If you do not consume a sufficient quantity of nutrients each day through your normal diet, you may take supplements to make up for this, generally classed as dietary supplements.
Supplements may also aid weight loss or muscle gain, or even improve athletic performance. These are generally classed as bodybuilding supplements, with protein powder being a well-known supplement for those looking to improve their performance.
However, not all substances are safe and legal, so it is very important to make sure anything you are going to take is not dangerous, by asking your doctor first. If you take any supplements and experience any side effects, you should visit your doctor.
If you compete in sports, it is especially important no supplements you take contain prohibited ingredients, which could result in a sporting ban.
Bodybuilding supplements could replace or compliment meals, and are a convenient choice if you are short on time, with many different types available. Most people are familiar with products using protein powder, such as shakes, capsules, gels, oats and bars, which are available over-the-counter and online.

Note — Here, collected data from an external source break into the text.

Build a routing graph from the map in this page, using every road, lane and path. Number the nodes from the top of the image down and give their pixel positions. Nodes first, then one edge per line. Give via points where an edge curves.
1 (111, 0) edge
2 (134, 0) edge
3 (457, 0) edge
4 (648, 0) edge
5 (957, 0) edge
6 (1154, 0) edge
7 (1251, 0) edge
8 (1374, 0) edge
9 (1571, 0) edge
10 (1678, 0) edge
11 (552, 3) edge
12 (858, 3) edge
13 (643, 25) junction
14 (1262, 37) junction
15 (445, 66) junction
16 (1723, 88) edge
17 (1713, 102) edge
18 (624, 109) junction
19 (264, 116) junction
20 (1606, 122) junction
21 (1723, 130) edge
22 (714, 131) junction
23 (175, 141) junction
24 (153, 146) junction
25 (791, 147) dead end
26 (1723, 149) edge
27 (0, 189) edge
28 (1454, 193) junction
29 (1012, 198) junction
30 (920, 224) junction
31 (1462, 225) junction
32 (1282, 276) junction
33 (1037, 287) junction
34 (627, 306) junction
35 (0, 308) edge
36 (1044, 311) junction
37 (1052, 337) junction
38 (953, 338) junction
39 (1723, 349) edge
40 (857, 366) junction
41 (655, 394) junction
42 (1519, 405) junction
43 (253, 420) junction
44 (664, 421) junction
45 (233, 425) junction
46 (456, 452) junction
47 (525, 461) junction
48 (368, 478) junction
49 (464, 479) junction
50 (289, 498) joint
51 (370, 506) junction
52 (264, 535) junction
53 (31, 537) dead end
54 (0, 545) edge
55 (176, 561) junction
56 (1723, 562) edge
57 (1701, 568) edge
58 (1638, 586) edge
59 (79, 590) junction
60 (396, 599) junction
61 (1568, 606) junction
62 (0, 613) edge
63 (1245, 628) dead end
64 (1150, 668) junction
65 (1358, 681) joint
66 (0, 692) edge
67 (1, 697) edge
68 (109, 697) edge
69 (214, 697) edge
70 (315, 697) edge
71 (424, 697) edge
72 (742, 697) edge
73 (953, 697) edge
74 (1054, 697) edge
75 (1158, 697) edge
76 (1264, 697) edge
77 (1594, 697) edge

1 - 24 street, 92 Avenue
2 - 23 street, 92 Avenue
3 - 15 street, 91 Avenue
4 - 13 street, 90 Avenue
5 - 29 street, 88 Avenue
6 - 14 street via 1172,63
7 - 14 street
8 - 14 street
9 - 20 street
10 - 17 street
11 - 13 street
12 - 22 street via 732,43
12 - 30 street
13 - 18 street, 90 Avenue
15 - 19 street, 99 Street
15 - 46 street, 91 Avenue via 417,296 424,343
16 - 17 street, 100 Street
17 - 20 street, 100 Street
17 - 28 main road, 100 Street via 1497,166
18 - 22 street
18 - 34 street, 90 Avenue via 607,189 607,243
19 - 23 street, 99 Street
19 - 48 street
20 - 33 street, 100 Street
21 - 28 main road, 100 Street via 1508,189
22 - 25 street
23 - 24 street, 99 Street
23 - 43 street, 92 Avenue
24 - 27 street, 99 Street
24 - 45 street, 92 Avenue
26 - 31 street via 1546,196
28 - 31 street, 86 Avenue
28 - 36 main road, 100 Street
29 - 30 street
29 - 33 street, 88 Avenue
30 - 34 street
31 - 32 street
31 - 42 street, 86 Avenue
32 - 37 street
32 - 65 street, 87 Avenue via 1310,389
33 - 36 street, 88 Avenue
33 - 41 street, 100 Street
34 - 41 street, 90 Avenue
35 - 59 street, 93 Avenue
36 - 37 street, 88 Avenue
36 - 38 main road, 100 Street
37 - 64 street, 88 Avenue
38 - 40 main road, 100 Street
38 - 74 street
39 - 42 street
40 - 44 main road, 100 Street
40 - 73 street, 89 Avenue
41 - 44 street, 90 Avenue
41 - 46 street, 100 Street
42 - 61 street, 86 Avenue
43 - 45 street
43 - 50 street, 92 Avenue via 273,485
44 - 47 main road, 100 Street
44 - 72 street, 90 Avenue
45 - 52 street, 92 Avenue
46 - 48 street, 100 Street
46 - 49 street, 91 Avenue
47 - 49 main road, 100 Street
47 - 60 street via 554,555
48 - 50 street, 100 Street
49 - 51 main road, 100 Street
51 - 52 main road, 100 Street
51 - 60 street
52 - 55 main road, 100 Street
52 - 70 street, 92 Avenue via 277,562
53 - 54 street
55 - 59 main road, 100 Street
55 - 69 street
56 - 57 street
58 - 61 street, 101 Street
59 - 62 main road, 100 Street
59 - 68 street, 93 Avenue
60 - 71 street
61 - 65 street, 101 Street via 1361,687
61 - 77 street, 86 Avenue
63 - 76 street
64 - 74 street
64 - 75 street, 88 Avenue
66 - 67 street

Intended to help improve your performance and recovery, they can be taken before, during or after exercise, and usually this will be in the form of whey protein. You may also take protein before going to sleep, usually in the form of casein protein, which is absorbed more slowly by the body. There is no evidence yet that having more than the recommended serving size of protein powder increases the benefits gained.
Protein is a vital part of our diet and is largely responsible for building up and maintaining body tissues (which includes muscles). Many people associate protein supplements as helping you bulk up, but they can also help you slim down too.
However, replacing meals with protein shakes is not as beneficial as many people think, because they do not contain the vitamins and nutrients that a balanced meal contains. Simply including plenty of protein-rich foods in your meals could help enhance your performance and training perfectly well.
Due to a lack of research into the long-term effects of protein supplements, it is not recommended that children take protein supplements. The Department of Health also recommends not exceeding more than twice the recommended daily amount of protein (45g for women, 55.5g for men).
Dietary supplements mainly focus on ensuring you consume sufficient quantities of vitamins and nutrients which are important for your health, which might otherwise be lacking from your diet. Including things such multivitamins and weight loss pills, they should not be taken in place of nutritious foods, but as a small addition instead.
Ideally, you should follow a balanced, healthy diet, which negates the need for you to consume any dietary supplements, which aren't always as good for you as you would think they are.
However, dietary supplements can be useful for pregnant or nursing women, the elderly, those with food allergies and (strict) vegetarians.
Adverse side effects of dietary supplements have been reported over the years, including deaths. It is important to adhere to guidelines, to avoid things such as overdosing.
Diet pills are controversial, and some even contain Dinitrophenol (DNP), which is illegal to sell in the UK due to it being highly toxic and unfit for human consumption. Numerous deaths have been attributed to DNP, so it is imperative you consult your doctor before you take anything.